===== Record excerpts

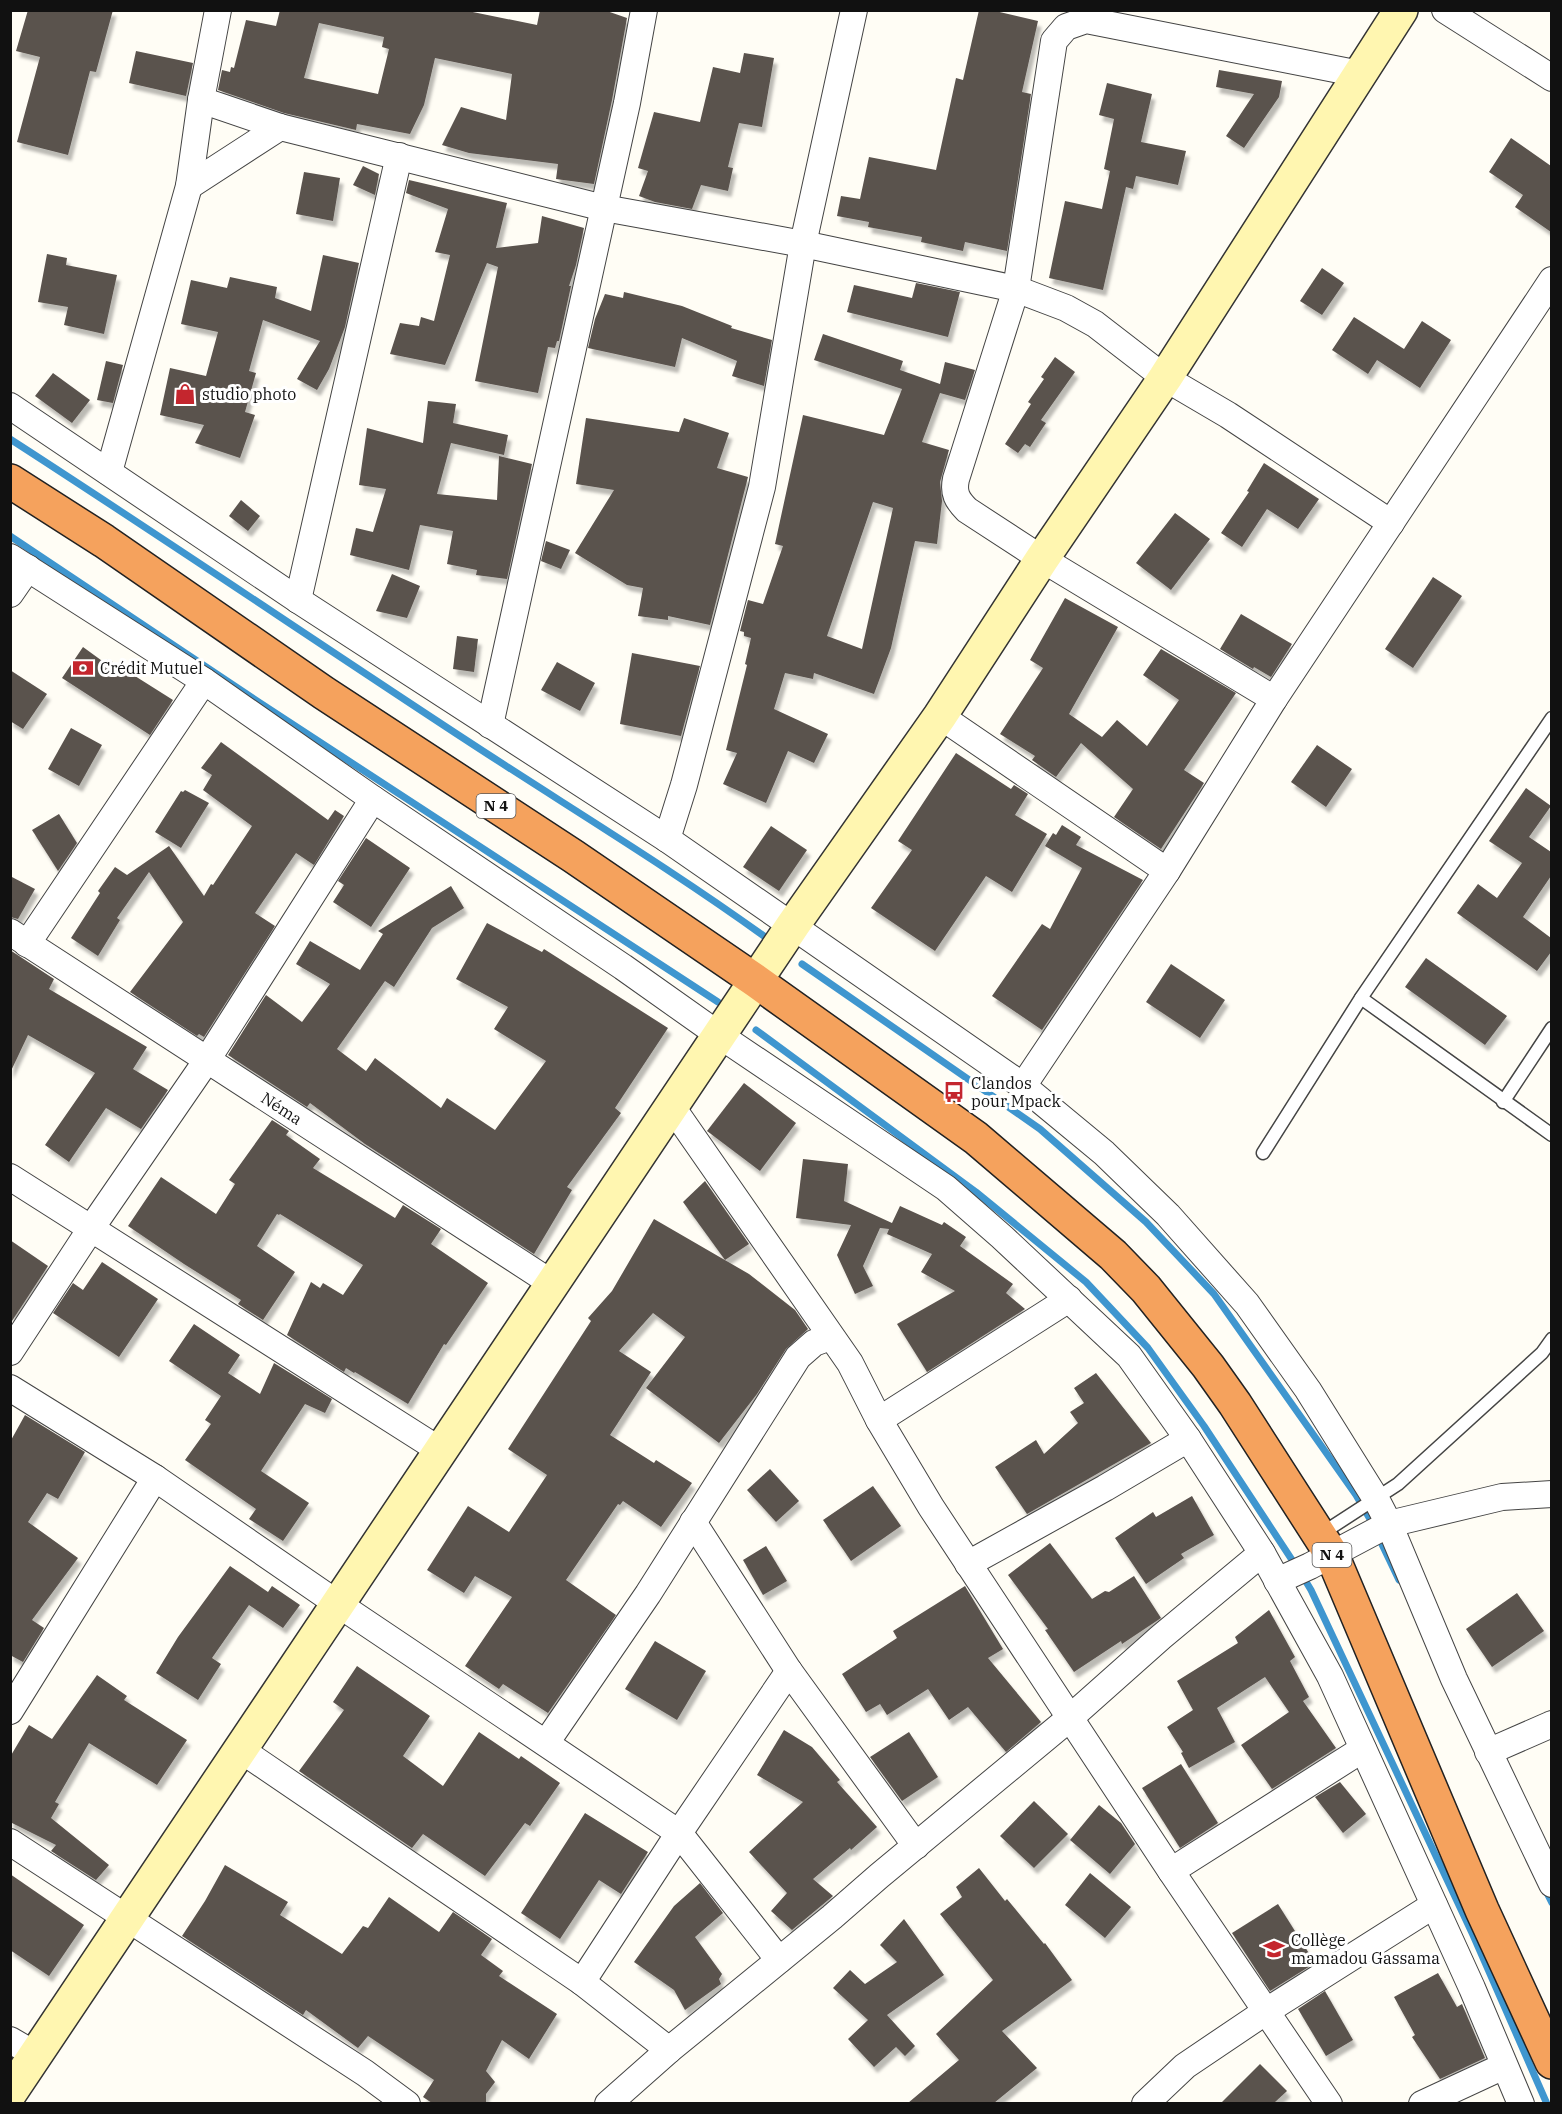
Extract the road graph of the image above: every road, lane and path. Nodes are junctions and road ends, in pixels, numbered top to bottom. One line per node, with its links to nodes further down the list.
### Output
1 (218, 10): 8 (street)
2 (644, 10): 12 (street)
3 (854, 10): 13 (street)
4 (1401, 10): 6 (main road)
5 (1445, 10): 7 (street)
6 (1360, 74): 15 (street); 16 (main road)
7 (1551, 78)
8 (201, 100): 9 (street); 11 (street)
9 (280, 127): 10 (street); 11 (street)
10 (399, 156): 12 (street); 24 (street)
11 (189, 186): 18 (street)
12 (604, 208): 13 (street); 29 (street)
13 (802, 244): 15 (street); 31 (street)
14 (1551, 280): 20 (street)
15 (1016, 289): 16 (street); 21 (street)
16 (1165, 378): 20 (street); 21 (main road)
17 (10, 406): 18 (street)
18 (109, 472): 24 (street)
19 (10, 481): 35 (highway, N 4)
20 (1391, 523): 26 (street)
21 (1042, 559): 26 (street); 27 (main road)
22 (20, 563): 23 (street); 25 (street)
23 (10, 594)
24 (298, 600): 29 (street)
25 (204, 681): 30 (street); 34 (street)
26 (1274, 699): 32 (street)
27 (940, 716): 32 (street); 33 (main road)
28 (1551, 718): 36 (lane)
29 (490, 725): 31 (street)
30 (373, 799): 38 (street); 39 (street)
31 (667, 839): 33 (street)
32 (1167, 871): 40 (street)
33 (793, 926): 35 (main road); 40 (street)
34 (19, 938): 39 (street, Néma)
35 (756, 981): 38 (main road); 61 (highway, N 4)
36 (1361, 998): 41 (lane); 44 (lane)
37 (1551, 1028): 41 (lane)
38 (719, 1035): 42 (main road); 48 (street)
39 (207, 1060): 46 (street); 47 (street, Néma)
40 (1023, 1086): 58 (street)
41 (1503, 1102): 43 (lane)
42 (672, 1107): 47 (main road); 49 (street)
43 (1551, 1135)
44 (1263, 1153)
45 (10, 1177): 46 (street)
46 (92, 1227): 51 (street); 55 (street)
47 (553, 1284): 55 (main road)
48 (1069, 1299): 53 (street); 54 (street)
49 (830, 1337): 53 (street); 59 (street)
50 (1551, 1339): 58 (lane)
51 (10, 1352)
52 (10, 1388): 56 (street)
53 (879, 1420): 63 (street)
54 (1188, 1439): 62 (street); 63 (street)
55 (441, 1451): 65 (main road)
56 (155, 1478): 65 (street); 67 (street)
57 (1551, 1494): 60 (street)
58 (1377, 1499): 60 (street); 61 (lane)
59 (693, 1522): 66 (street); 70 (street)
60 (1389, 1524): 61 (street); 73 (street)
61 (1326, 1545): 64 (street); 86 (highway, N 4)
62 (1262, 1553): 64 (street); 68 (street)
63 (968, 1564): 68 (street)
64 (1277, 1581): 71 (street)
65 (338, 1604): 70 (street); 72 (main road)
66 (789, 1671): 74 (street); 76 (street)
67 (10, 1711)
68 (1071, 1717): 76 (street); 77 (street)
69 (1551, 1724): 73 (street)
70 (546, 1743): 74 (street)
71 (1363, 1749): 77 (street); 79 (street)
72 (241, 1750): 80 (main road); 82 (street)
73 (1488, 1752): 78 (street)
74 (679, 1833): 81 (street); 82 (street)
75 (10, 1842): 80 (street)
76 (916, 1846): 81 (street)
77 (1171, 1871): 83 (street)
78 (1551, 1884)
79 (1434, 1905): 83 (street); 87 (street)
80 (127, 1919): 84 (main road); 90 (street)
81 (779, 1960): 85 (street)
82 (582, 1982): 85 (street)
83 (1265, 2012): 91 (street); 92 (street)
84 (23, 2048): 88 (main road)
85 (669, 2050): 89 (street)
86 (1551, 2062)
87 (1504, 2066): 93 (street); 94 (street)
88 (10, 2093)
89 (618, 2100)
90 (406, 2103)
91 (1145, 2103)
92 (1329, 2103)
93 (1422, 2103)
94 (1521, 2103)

==========

Work task: Give the number of lines in the listing above that contain "Néma", and nothing else.

Result: 2